Problem to work on: Which lines of the records below contain the word "Frankolovskih"? Copy each of them out.

:: Material provided ::

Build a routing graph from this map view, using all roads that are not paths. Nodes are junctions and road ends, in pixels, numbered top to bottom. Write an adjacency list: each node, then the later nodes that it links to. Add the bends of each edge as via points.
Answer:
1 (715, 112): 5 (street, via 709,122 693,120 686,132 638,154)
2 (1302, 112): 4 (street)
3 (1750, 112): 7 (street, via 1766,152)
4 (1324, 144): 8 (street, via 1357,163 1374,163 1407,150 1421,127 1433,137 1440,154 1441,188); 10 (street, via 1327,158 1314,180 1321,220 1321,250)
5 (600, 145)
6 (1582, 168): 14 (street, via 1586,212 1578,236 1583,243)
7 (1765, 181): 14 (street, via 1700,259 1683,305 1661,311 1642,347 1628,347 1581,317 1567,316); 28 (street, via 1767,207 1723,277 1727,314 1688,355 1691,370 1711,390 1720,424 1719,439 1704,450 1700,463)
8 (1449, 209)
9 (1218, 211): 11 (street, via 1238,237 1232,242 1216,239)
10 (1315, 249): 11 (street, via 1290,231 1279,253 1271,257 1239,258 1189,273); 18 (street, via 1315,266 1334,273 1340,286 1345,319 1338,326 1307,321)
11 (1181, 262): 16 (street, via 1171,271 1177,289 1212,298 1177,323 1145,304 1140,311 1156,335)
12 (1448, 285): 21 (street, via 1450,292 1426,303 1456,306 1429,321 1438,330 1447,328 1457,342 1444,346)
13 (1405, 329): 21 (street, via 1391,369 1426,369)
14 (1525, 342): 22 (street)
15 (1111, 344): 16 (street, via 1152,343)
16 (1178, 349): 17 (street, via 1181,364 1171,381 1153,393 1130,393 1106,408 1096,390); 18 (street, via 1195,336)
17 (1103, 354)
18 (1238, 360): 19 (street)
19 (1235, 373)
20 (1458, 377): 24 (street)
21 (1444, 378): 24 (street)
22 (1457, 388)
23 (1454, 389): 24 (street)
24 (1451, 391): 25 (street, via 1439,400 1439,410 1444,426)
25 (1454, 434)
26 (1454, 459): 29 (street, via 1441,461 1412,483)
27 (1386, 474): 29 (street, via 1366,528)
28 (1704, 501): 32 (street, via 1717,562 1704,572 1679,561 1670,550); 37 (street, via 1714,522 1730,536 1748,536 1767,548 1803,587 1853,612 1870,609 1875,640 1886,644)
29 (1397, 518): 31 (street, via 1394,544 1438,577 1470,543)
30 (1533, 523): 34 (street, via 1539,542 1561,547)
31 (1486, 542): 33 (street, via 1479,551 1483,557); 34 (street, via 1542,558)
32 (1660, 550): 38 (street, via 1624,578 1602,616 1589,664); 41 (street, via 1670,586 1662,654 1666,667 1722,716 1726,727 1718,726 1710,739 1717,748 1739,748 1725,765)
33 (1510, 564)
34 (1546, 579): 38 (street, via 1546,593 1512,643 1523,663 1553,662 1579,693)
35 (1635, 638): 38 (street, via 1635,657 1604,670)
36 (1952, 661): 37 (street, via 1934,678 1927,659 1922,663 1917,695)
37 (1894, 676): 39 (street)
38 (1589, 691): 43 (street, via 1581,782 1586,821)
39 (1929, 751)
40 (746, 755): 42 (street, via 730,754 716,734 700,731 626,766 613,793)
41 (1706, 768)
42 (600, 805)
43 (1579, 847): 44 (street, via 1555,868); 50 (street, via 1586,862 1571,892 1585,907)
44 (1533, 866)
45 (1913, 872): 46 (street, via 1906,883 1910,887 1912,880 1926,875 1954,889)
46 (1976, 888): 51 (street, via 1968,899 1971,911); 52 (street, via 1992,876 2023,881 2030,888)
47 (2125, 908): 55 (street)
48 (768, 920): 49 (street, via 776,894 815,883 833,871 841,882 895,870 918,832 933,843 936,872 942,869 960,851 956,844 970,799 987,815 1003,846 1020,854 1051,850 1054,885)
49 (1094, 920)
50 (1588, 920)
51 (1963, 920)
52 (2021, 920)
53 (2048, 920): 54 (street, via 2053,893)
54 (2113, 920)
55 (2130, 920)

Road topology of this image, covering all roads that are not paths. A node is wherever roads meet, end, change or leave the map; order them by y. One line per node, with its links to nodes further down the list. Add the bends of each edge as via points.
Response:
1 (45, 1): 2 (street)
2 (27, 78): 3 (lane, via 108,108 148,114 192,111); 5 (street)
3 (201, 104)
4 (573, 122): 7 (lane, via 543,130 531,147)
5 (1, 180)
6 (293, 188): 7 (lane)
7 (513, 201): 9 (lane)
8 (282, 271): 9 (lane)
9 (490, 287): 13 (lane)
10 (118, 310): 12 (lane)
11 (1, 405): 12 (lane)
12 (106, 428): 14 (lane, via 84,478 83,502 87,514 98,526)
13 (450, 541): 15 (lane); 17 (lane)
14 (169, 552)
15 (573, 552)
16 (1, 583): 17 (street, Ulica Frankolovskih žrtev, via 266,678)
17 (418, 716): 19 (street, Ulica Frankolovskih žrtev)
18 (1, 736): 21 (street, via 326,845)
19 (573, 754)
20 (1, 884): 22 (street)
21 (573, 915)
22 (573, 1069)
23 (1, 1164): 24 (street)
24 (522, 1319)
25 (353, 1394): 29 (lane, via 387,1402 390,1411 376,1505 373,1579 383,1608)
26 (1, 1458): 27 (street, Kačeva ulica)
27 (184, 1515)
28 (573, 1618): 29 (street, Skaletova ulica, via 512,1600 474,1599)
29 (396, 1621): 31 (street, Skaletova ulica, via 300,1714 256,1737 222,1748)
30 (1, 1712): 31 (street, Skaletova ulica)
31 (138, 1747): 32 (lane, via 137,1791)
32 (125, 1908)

:::

Reply:
16 (1, 583): 17 (street, Ulica Frankolovskih žrtev, via 266,678)
17 (418, 716): 19 (street, Ulica Frankolovskih žrtev)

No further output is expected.